Member of the Maryland Senate from the Kent County district
- In office 1927–1933
- Preceded by: William B. Copper
- Succeeded by: Arthur H. Brice

Personal details
- Born: February 13, 1883 Kent County, Maryland, U.S.
- Died: March 13, 1944 (aged 61) Chestertown, Maryland, U.S.
- Resting place: Old St. Paul's Cemetery Chestertown, Maryland, U.S.
- Party: Democratic
- Spouse: Emma Mackey Perry ​(m. 1909)​
- Children: 2
- Relatives: Horatio Beck (grandfather)
- Education: Washington College University of Maryland School of Law (LLB)
- Occupation: Politician; lawyer;

= Solomon Scott Beck =

American politician (1883–1944)

Solomon Scott Beck (February 13, 1883 – March 13, 1944) was an American politician from Maryland. He served as a member of the Maryland Senate from 1927 to 1933.

==Early life==
Solomon Scott Beck was born on February 13, 1883, in "High Park", Kent County, Maryland, to Kate Rose (née Harris) and George Beck. His grandfather was state delegate Horatio Beck. He attended public schools in Kent County and graduated from Washington College in 1903. He graduated from the University of Maryland School of Law with a Bachelor of Laws in 1906.

==Career==
In 1907, Beck opened a law office in Chestertown. His son Solomon Scott Jr. also served in his law practice.

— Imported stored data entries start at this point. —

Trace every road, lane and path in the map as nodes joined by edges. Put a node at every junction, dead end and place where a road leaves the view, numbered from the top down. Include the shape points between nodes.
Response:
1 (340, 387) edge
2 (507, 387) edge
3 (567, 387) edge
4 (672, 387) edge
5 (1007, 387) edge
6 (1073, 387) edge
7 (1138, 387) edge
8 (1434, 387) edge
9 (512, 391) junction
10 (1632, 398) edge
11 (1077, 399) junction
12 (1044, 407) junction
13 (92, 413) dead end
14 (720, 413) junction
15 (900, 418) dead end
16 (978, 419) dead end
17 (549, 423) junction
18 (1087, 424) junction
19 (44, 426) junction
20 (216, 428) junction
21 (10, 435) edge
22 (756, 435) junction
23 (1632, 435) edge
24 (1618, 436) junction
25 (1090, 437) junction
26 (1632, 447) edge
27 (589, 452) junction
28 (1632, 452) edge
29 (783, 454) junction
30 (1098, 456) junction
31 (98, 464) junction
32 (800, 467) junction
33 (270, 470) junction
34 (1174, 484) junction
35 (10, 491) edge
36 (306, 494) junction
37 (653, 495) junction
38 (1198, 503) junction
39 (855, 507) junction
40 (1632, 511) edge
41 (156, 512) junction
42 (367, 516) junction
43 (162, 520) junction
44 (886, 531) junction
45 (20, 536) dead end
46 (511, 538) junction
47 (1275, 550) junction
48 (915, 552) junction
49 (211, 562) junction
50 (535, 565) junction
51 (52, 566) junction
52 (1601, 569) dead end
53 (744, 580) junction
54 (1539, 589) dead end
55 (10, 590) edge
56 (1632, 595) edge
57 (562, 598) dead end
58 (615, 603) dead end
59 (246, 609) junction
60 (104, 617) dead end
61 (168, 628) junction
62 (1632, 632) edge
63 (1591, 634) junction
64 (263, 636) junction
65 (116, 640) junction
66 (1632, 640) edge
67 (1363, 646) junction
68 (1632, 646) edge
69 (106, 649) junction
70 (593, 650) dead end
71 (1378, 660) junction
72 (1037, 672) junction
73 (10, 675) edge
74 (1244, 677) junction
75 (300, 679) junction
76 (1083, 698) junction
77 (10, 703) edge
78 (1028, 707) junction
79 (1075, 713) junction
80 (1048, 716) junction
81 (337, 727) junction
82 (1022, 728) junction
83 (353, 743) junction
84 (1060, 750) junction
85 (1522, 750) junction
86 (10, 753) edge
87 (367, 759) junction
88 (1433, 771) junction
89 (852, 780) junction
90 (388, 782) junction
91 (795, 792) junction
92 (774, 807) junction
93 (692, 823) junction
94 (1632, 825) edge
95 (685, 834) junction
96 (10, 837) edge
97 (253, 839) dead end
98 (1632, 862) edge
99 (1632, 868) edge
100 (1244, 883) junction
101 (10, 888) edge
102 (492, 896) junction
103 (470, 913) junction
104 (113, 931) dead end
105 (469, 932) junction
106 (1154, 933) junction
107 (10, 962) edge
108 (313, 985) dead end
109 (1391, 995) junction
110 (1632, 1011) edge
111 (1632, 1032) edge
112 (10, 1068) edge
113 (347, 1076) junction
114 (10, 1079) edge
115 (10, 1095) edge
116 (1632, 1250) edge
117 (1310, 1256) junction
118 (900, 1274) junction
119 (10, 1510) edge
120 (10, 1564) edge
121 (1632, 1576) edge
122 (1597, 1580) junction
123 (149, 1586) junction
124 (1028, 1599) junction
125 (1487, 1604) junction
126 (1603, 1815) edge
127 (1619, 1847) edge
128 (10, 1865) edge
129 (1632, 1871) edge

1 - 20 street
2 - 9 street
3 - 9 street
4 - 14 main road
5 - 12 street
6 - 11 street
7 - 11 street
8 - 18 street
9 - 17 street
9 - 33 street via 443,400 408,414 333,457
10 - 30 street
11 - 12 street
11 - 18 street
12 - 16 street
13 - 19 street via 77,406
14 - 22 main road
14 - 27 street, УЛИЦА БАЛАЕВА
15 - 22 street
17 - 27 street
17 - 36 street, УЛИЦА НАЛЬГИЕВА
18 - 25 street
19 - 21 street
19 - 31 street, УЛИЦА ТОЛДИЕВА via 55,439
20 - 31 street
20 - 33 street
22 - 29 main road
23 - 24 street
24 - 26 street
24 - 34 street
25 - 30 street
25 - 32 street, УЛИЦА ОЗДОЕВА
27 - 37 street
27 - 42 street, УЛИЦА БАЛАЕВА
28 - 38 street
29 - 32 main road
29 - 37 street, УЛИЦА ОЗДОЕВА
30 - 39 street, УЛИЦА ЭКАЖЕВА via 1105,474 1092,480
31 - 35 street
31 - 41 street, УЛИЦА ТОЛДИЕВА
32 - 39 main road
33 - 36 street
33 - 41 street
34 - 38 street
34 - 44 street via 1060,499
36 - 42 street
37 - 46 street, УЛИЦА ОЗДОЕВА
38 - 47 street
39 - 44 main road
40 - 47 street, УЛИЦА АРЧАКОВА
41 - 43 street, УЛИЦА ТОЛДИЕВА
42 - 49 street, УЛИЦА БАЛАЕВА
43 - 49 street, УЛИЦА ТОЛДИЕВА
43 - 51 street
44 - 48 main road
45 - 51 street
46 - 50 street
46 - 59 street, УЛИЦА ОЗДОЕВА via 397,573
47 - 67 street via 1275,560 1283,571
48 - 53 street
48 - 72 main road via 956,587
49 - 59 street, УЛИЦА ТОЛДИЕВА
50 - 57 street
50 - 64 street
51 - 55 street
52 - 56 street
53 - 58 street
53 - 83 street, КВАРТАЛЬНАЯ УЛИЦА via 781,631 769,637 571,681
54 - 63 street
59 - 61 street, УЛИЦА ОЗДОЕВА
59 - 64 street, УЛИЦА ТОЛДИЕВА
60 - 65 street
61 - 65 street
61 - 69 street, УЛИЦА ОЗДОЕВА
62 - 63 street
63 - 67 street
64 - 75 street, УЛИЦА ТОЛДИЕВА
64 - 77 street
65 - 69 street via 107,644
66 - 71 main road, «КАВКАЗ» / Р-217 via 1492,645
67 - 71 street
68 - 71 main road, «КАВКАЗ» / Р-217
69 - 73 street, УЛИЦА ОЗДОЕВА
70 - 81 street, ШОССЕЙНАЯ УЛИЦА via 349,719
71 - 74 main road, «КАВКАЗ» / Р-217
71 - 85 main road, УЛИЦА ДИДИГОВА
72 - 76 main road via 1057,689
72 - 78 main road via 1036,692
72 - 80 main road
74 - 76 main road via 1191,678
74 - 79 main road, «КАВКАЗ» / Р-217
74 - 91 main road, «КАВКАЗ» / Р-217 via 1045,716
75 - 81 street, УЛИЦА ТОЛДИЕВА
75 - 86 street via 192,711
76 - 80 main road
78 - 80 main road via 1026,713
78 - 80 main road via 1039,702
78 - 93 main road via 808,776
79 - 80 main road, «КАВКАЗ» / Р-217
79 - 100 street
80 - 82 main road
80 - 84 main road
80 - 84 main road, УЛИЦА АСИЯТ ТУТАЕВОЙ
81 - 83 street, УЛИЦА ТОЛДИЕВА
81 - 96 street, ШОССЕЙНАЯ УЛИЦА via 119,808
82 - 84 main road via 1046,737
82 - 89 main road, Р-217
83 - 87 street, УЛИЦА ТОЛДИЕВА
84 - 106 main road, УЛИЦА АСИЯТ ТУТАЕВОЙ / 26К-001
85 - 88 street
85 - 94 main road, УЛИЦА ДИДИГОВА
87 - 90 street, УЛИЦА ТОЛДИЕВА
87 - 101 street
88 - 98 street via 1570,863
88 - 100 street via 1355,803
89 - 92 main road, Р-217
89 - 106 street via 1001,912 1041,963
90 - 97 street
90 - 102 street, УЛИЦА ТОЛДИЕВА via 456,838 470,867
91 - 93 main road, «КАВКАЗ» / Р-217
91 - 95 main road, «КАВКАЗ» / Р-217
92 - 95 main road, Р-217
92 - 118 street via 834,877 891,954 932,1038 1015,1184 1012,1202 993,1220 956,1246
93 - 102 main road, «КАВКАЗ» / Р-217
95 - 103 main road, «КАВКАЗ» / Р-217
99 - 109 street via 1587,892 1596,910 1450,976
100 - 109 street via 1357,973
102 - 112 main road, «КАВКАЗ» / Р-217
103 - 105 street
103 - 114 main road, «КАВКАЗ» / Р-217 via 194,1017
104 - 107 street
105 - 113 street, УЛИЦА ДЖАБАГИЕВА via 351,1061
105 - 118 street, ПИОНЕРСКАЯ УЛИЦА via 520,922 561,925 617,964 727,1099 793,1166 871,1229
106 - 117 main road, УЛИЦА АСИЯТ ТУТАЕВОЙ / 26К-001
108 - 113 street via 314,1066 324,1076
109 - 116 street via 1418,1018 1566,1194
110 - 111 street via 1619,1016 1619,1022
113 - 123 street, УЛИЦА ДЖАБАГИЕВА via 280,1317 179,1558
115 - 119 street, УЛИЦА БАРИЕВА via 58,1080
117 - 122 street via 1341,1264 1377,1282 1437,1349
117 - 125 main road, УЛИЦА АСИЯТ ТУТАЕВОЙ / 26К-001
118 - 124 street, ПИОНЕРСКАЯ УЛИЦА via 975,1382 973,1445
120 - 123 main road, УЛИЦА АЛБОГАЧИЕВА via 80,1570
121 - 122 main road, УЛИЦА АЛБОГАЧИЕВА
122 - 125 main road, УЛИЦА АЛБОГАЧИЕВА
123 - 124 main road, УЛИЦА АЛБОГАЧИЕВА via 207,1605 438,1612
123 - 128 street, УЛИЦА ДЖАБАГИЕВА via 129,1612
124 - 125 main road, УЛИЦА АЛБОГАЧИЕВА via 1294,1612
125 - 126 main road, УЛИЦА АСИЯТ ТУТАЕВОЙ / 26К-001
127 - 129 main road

He served as president of the Chestertown Bank of Maryland. He served as president of the Kent Defense Corporation.

Beck was a Democrat. He was a delegate to the 1932 and 1936 Democratic National Conventions. In 1919, he was elected state's attorney of Kent County and served from 1920 to 1926. He served as a member of the Maryland Senate from 1927 to 1933. In September 1933, he was appointed as comptroller of the Port of Baltimore. He served in that role until 1938 when the office was abolished by the U.S. Congress.

Beck was secretary and member of the board of visitors and governors of Washington College.

==Personal life==
Beck married Emma Mackey Perry, daughter of John M. Perry, of Centreville, Maryland, on December 8, 1909. They had a son and daughter, Solomon Scott Jr. and Elizabeth Mackey.

Beck had a stroke in 1937. He died from pneumonia on March 13, 1944, at Kent and Queen Anne's Hospital in Chestertown. He was buried in Old St. Paul's Cemetery in Chestertown.

==Awards==
Washington College awarded Beck with an honorary Doctor of Laws degree in 1940.